WHAT TO PRODUCE: Using the data below, tally the lines that include the string "dead". Only the number is wanted.

TASK INPUTS:

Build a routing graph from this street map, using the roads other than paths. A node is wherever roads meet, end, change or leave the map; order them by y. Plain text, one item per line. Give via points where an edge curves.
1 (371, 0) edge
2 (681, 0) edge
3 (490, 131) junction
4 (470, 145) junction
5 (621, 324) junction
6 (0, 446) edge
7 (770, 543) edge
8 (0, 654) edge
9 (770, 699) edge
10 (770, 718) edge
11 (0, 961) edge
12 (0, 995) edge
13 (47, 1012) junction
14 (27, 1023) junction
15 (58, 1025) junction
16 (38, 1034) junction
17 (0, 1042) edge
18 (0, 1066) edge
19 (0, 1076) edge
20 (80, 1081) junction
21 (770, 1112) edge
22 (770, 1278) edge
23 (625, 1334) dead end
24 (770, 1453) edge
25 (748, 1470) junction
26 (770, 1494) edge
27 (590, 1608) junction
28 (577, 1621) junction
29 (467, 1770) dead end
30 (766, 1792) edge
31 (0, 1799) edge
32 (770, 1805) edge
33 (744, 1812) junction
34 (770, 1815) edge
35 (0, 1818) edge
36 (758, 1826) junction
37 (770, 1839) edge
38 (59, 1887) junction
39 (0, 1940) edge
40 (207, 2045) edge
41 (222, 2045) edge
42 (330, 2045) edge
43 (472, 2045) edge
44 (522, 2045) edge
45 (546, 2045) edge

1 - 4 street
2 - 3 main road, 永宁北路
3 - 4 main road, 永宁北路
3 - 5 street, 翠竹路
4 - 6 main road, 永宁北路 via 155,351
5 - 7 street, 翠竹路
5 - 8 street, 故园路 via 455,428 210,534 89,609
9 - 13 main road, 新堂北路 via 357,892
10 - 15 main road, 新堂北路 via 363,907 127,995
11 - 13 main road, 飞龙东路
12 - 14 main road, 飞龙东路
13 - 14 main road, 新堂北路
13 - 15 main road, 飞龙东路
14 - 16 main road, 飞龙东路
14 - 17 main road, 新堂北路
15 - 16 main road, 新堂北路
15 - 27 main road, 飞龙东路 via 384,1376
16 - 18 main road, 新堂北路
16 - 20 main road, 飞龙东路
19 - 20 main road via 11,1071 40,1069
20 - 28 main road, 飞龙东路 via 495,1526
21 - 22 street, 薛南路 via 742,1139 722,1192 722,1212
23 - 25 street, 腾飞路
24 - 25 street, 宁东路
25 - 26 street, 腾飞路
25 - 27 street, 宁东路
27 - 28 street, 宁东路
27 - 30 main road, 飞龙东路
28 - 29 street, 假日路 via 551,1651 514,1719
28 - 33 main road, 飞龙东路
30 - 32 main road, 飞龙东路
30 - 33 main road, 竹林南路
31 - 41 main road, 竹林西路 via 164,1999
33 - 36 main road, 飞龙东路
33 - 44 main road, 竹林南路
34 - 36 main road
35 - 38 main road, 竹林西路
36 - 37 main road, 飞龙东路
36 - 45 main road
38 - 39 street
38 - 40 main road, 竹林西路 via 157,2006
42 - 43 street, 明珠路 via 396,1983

RESULT: 2